**Task**
The records below must be reproduced exactly. Strip out the pictures.

**Records for the task**
####

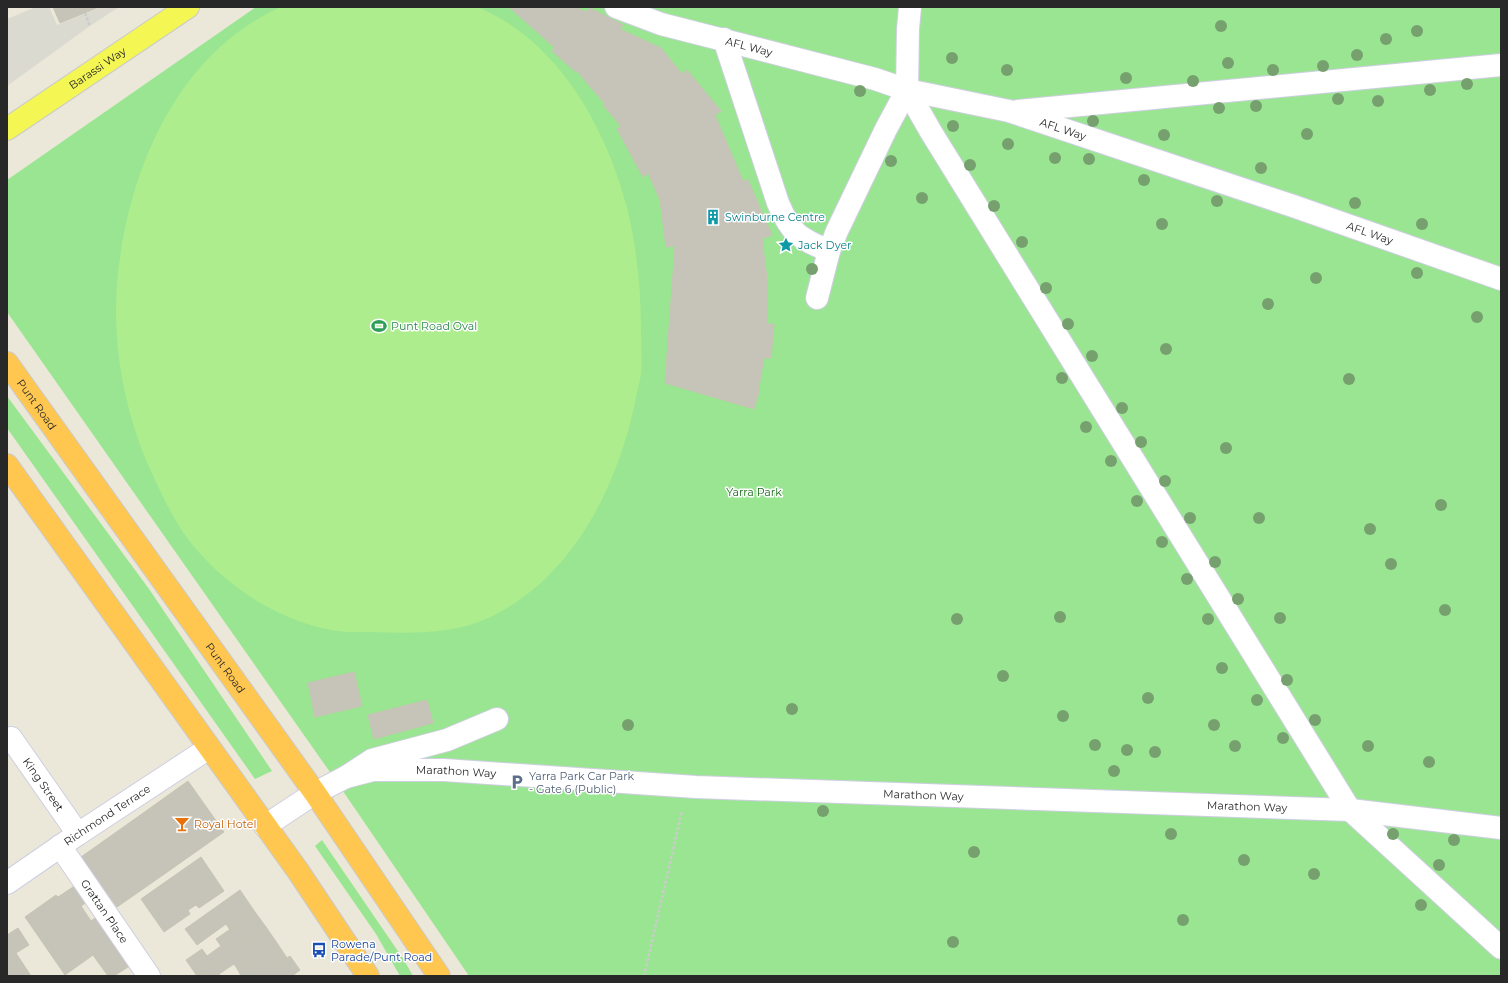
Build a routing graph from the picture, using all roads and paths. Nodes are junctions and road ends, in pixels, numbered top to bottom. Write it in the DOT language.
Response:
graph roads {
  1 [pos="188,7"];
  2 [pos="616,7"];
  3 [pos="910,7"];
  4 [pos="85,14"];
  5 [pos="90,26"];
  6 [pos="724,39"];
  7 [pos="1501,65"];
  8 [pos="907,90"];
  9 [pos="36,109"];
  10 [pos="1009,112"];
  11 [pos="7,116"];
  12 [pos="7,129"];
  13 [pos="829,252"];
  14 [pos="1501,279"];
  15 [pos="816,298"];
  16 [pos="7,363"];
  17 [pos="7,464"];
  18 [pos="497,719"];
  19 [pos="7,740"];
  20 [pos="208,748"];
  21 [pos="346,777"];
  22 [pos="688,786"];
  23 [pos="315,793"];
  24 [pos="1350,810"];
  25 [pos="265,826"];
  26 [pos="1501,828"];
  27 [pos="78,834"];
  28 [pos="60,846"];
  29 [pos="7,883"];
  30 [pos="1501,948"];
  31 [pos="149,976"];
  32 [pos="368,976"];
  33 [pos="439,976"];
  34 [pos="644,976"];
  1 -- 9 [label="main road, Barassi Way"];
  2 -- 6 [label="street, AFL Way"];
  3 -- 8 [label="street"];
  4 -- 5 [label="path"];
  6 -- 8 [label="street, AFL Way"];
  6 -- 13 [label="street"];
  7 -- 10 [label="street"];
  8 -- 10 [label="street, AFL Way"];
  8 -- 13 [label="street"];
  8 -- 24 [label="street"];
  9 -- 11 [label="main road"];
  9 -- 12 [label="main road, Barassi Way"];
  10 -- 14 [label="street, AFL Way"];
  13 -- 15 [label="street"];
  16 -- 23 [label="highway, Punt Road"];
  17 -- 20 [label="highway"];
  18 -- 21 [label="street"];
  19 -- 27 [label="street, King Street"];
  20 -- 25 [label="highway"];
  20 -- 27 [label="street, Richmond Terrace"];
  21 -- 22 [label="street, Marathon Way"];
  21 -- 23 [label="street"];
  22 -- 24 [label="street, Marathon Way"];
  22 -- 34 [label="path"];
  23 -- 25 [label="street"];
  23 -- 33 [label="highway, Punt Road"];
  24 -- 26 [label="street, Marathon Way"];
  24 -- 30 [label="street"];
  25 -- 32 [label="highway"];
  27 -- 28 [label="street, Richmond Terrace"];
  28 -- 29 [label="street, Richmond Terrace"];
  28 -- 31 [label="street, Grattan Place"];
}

####

**Task result**
Build a routing graph from the picture, using all roads and paths. Nodes are junctions and road ends, in pixels, numbered top to bottom. Write it in the DOT language.
Response:
graph roads {
  1 [pos="188,7"];
  2 [pos="616,7"];
  3 [pos="910,7"];
  4 [pos="85,14"];
  5 [pos="90,26"];
  6 [pos="724,39"];
  7 [pos="1501,65"];
  8 [pos="907,90"];
  9 [pos="36,109"];
  10 [pos="1009,112"];
  11 [pos="7,116"];
  12 [pos="7,129"];
  13 [pos="829,252"];
  14 [pos="1501,279"];
  15 [pos="816,298"];
  16 [pos="7,363"];
  17 [pos="7,464"];
  18 [pos="497,719"];
  19 [pos="7,740"];
  20 [pos="208,748"];
  21 [pos="346,777"];
  22 [pos="688,786"];
  23 [pos="315,793"];
  24 [pos="1350,810"];
  25 [pos="265,826"];
  26 [pos="1501,828"];
  27 [pos="78,834"];
  28 [pos="60,846"];
  29 [pos="7,883"];
  30 [pos="1501,948"];
  31 [pos="149,976"];
  32 [pos="368,976"];
  33 [pos="439,976"];
  34 [pos="644,976"];
  1 -- 9 [label="main road, Barassi Way"];
  2 -- 6 [label="street, AFL Way"];
  3 -- 8 [label="street"];
  4 -- 5 [label="path"];
  6 -- 8 [label="street, AFL Way"];
  6 -- 13 [label="street"];
  7 -- 10 [label="street"];
  8 -- 10 [label="street, AFL Way"];
  8 -- 13 [label="street"];
  8 -- 24 [label="street"];
  9 -- 11 [label="main road"];
  9 -- 12 [label="main road, Barassi Way"];
  10 -- 14 [label="street, AFL Way"];
  13 -- 15 [label="street"];
  16 -- 23 [label="highway, Punt Road"];
  17 -- 20 [label="highway"];
  18 -- 21 [label="street"];
  19 -- 27 [label="street, King Street"];
  20 -- 25 [label="highway"];
  20 -- 27 [label="street, Richmond Terrace"];
  21 -- 22 [label="street, Marathon Way"];
  21 -- 23 [label="street"];
  22 -- 24 [label="street, Marathon Way"];
  22 -- 34 [label="path"];
  23 -- 25 [label="street"];
  23 -- 33 [label="highway, Punt Road"];
  24 -- 26 [label="street, Marathon Way"];
  24 -- 30 [label="street"];
  25 -- 32 [label="highway"];
  27 -- 28 [label="street, Richmond Terrace"];
  28 -- 29 [label="street, Richmond Terrace"];
  28 -- 31 [label="street, Grattan Place"];
}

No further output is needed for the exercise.